* [WORK TO COMPLETE] When a line below holds the string "main", show that line.
━━━━━ DATASET
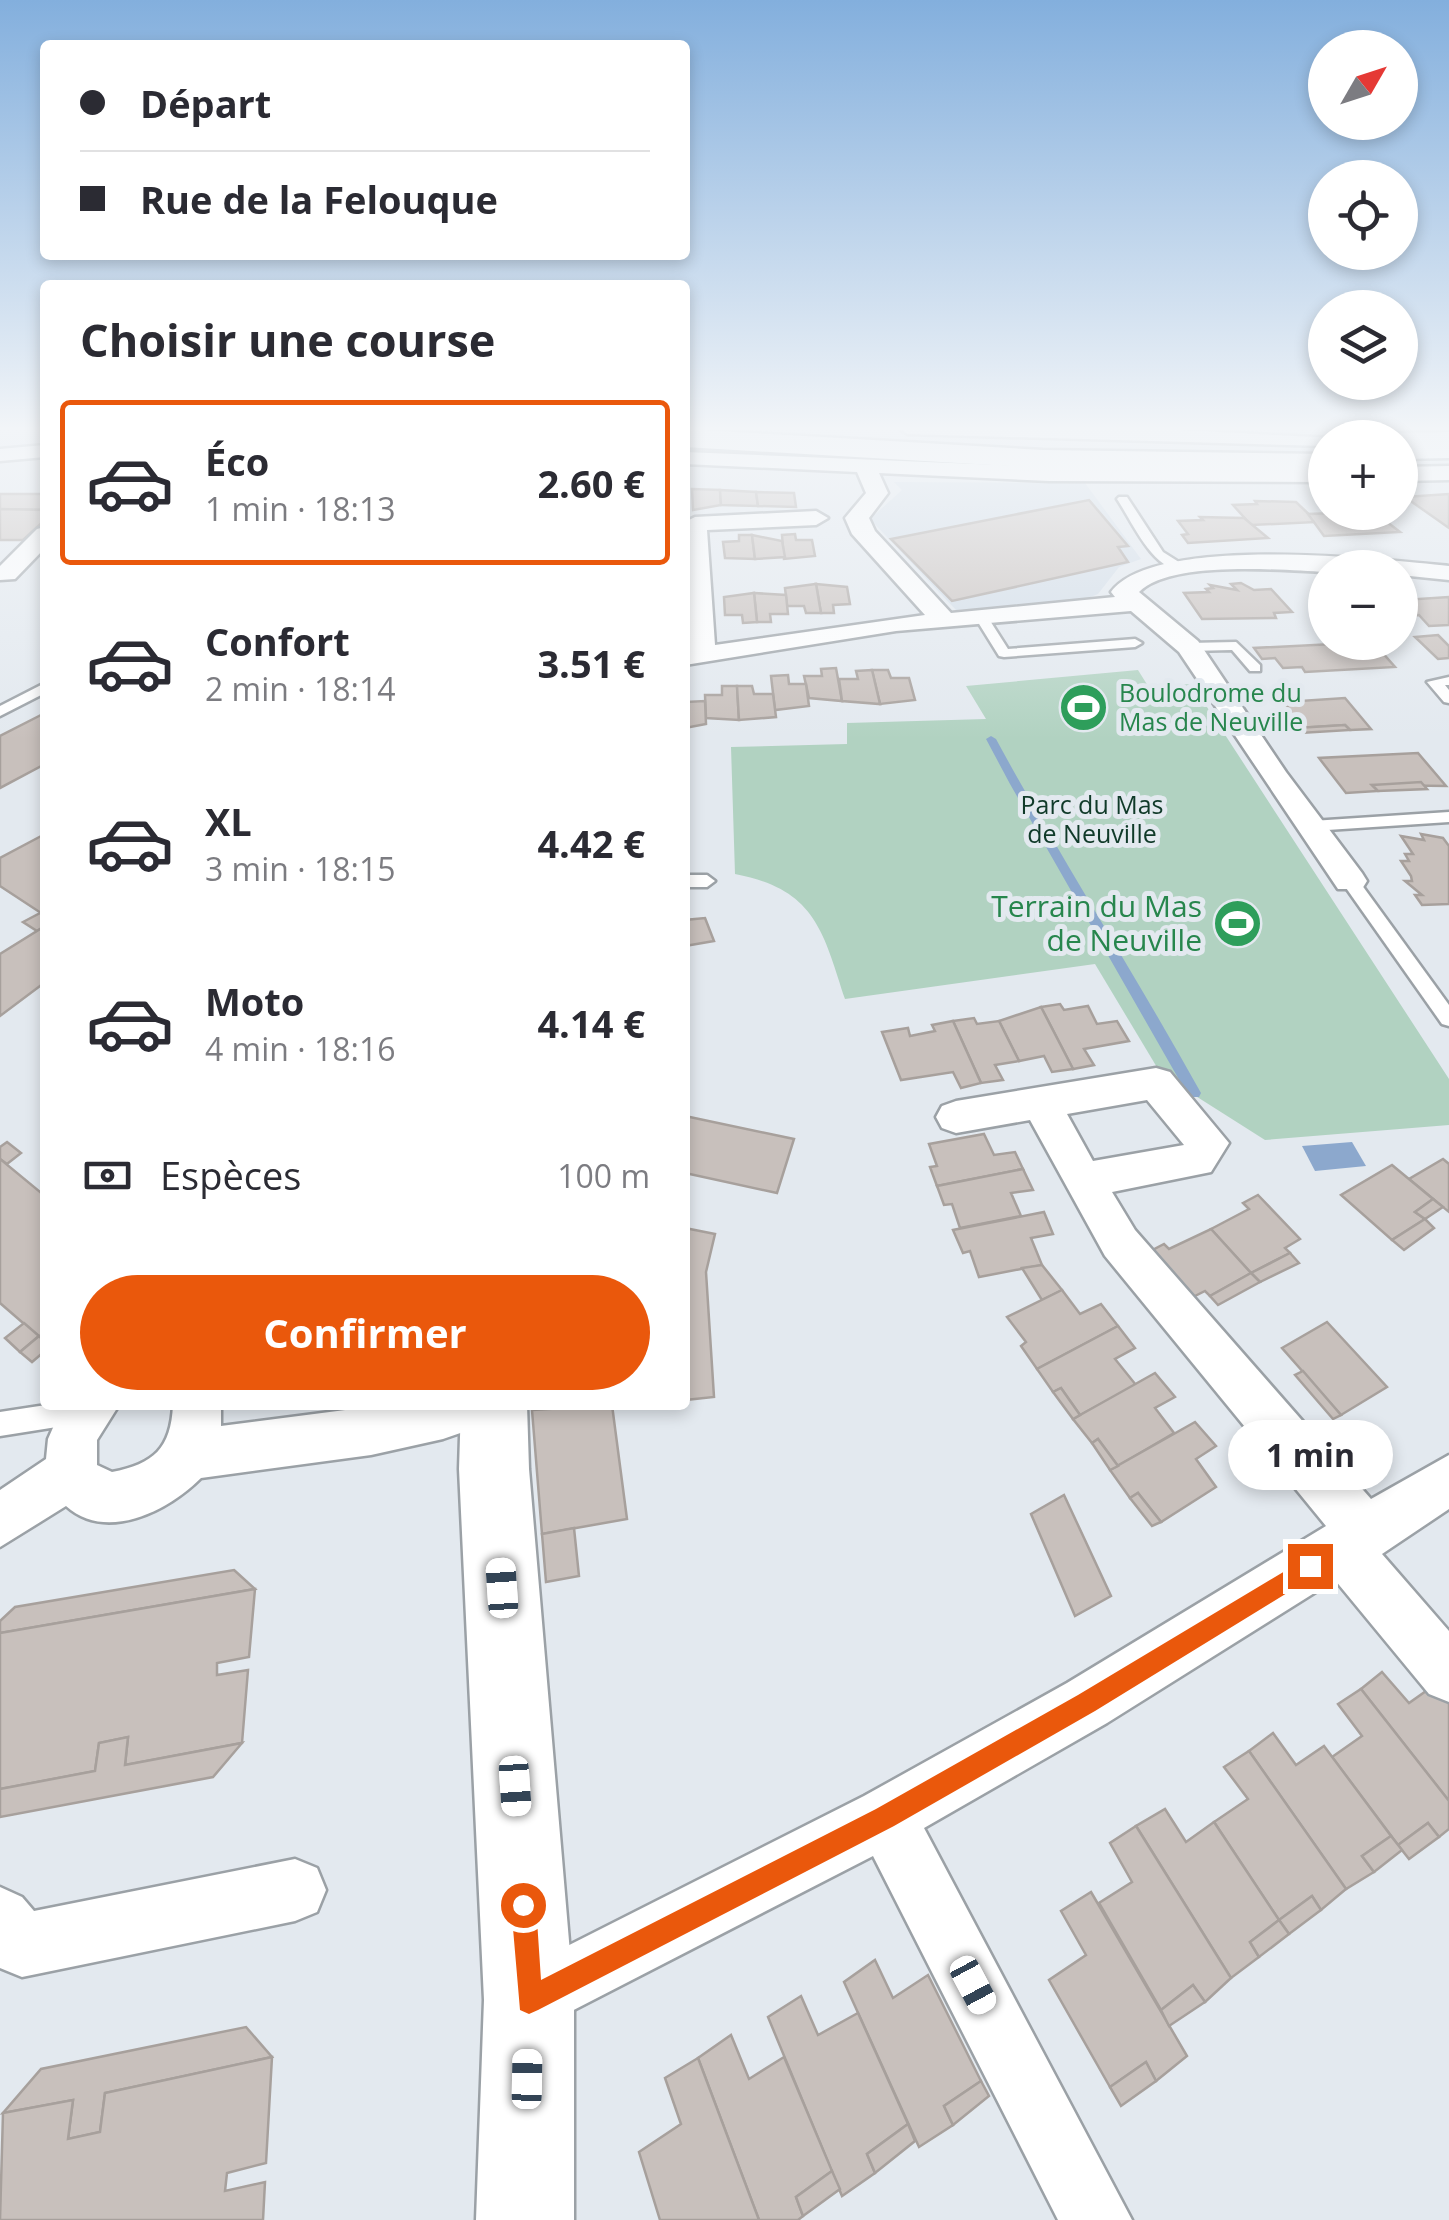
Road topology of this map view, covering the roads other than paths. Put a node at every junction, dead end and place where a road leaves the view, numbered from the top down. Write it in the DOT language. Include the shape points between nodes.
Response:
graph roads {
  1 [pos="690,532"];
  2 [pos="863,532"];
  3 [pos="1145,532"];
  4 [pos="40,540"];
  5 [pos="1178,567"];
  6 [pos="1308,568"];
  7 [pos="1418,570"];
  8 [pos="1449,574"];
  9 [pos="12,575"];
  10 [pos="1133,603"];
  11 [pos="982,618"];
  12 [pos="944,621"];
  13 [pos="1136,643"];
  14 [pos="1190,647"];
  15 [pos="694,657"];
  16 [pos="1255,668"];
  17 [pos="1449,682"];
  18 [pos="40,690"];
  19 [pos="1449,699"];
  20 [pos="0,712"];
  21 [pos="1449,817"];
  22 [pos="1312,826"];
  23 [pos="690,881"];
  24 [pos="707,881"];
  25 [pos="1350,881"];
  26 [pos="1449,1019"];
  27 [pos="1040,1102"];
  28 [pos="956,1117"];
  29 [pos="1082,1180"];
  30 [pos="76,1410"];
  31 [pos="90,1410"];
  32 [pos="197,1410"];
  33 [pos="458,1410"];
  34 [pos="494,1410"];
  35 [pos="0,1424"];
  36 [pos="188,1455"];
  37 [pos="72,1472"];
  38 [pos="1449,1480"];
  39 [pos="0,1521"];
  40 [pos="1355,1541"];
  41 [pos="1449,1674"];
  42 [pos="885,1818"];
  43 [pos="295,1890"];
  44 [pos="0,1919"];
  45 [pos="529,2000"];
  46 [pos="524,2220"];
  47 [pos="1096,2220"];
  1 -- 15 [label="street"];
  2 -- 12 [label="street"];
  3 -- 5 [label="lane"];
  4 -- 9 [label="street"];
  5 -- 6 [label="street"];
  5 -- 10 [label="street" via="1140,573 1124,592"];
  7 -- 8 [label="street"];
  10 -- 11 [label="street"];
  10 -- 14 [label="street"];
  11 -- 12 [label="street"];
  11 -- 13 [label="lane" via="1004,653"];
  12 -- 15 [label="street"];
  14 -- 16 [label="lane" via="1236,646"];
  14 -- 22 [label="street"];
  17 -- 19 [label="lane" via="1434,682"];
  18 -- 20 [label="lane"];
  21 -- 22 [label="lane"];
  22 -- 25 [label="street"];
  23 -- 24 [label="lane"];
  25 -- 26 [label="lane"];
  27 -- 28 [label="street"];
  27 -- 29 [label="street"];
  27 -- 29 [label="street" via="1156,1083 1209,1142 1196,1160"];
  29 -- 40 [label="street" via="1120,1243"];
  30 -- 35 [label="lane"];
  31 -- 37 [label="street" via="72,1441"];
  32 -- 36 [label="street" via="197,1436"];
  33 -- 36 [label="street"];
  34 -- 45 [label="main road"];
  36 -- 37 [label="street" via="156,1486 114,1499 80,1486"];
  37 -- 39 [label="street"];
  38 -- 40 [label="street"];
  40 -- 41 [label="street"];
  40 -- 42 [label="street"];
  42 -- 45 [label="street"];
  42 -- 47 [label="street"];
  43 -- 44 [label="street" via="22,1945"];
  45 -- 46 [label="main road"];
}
━━━━━━━━━━
━━━━━ DATASET
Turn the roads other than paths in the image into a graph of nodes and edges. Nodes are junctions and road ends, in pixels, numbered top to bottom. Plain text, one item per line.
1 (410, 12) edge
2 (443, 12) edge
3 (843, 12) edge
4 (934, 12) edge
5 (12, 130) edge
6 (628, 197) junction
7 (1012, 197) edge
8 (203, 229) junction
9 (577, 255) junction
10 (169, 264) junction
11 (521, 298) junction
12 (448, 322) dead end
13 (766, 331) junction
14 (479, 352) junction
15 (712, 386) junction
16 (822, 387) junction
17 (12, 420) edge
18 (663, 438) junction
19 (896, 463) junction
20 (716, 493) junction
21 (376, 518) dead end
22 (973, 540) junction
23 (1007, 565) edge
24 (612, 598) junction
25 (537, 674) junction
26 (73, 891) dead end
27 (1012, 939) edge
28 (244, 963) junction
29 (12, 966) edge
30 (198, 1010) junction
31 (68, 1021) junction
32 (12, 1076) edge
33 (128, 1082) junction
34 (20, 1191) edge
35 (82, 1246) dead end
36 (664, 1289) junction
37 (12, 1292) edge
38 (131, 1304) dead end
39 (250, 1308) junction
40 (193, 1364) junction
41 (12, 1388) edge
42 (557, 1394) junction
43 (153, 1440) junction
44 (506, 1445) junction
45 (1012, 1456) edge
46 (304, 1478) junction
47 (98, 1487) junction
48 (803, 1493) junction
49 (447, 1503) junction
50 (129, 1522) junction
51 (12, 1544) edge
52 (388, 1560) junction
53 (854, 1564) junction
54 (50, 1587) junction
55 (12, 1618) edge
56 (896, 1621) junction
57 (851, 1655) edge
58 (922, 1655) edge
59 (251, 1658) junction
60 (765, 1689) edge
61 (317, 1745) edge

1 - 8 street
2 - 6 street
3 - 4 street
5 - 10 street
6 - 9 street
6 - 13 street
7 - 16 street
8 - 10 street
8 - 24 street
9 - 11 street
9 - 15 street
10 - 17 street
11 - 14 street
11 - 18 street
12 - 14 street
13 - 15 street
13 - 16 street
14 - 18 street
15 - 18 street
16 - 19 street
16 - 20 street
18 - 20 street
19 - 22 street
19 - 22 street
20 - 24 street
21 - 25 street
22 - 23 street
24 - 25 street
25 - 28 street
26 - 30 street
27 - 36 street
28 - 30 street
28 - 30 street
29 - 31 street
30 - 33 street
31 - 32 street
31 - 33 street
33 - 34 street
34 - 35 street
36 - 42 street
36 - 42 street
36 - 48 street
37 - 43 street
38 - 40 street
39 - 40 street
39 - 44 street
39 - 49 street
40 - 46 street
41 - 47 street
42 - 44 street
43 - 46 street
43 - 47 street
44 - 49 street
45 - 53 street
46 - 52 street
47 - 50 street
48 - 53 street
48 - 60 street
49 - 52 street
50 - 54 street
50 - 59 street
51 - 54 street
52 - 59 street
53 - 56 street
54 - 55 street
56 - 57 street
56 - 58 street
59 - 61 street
━━━━━━━━━━
* [RESPONSE TO THE EXERCISE]
  34 -- 45 [label="main road"];
  45 -- 46 [label="main road"];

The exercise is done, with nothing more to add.